Lima hari selepas pertemuan dengan Rama, Keira tampak sedikit lebih tenang. Tangisnya tak lagi bersuara, tatapan matanya tak lagi kosong dan dia mulai berpikir dengan tenang. Dia mengambil gawainya, memeriksa semua chat lama Irfan sebelum akhirnya kekasihnya hilang kabar."Rara bilang, kamu ga ada Tiga Tahun lalu. Tapi kamu ga ada kabar Dua Tahun ini. Jadi, yang ngabarin aku tiap hari dan perhatiin aku selama Satu Tahun, di Dua Tahun lalu itu siapa?"
Keira memperhatikan chat lama Irfan dan menyadari ada keanehan dari beberapa chatnya. Mulai dari gayanya, cara memanggilnya, dan perhatian yang diberikan. Semua jelas memiliki perbedaan, dan hal itu semakin membuatnya penasaran.

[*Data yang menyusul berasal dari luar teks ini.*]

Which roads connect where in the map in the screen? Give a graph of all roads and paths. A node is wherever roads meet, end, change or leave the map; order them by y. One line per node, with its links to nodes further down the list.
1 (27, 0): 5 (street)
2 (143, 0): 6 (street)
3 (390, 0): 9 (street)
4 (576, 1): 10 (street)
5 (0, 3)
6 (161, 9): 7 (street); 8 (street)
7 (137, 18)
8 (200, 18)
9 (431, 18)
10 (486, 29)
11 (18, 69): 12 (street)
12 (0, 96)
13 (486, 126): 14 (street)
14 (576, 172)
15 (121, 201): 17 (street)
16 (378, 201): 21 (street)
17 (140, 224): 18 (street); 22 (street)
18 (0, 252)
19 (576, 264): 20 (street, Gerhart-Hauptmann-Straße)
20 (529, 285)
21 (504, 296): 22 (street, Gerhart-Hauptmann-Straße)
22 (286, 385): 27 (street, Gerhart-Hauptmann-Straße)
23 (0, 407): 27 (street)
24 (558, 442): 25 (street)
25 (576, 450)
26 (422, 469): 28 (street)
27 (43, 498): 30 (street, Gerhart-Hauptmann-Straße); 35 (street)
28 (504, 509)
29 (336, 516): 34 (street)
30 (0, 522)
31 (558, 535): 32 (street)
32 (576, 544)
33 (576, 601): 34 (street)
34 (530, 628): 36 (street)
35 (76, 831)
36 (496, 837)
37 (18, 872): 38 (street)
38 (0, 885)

Namun kontak yang tertera masih tak bisa dihubungi hingga pencarian juga akan sulit dilakukan.
"Loh Kei, kamu ga jadi ke toko bunga? Katanya kamu mau periksa beberapa toko bunga yang Irfan tinggalkan buat kamu?"
Keira mengalihkan fokus dari gawainya. "Tapi, Ra. Selama ini kan kamu yang ngurus toko bunganya. Aku,"

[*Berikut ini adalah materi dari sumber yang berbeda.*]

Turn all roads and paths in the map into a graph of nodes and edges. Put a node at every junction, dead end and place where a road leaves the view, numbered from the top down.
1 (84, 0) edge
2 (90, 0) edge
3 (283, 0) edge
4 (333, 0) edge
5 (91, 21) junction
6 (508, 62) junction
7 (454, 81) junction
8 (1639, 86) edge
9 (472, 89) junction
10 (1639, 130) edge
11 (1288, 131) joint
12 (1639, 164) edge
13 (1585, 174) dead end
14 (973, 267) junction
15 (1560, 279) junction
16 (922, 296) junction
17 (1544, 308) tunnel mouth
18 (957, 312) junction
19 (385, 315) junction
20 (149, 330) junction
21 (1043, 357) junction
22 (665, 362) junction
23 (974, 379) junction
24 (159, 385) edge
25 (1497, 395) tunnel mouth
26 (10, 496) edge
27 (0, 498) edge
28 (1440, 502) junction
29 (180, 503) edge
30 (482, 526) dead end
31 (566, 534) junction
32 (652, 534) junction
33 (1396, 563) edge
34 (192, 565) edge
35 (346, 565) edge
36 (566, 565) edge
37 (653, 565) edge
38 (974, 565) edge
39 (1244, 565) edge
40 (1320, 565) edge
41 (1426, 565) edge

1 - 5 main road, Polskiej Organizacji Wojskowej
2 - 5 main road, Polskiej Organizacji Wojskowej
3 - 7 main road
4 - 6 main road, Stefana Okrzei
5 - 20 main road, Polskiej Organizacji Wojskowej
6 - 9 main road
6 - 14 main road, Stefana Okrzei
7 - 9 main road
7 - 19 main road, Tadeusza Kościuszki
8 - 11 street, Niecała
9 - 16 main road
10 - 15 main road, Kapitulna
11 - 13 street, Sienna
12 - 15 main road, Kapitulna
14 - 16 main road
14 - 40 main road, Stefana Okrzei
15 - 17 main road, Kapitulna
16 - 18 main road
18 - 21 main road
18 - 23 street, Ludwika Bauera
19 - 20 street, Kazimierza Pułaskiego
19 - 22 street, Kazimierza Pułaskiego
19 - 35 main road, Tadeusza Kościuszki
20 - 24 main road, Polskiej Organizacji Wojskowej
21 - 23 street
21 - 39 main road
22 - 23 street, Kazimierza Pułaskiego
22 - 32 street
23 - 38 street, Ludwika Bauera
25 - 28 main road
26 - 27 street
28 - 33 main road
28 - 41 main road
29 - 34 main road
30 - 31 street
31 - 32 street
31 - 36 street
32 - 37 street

"Karena kamu udah balik, udah saatnya juga aku balikin semuanya. Toko-toko itu Irfan beli buat kamu,"
Keira tampak ragu. Hal itu membuat Rara tersenyum. Awalnya Rara sedikit hati-hati jika membahas Irfan, tapi beberapa hari ini temannya tampak jauh lebih tenang, sampai akhirnya dia mulai membahas hal-hal yang harusnya dia kembalikan pada pemilik aslinya.
"Kei, semua Irfan beli dengan memikirkan masa depan kalian. Termasuk rumah ini. Aku disini cuma numpang, jadi udah seharusnya juga aku pindah."
"Tapi Ra, kita bisa tinggal berdua. Kamu ga perlu pindah."
"Aku lupa ngasih tau kamu sesuatu. Aku mungkin harus pulang ke Malang, Kei. Aku udah lama tinggal di Jakarta. Jadi, aku udah buat keputusan, kalau aku bakal balik akhir minggu ini."
"Ra ...,"
Rara tersenyum, melihat kekhawatiran Keira. "Aku juga punya tujuanku, Kei. Tolong jangan tahan aku disini lagi. Yang perlu kamu ingat, hidupmu terus berjalan ke depan. Kamu mungkin kesulitan menerima kenyataan. Tapi pada akhirnya, Irfan ga akan balik selama apapun kamu tunggu. Berusahalah buat lupain dia dan jangan pernah dekati Rama.
Keira terdiam. Satu sudut bibirnya tertarik masam, membentuk senyum yang sangat tipis. "Maaf, Ra. Poin terakhir, aku ga bisa penuhi. Karena selama Jantung Irfan berdetak selama itu juga aku akan berusaha buat jadi satu-satunya," ucapnya dalam hati.
*
Rama baru saja selesai menjalani pemeriksaan di salah satu rumah sakit terbesar di Jakarta. Tak ada keanehan pada Jantungnya. Semua baik-baik saja. Rasa sakit yang sempat muncul lima hari lalu juga tak pernah muncul lagi. Hal ini membuatnya sedikit heran.
"Mas, kok malah diam disitu? Gimana hasilnya?"
Suara Sinta membuyarkan lamunan Rama. Sinta mendekat lalu memeluk lengan Rama dan berjalan bersama.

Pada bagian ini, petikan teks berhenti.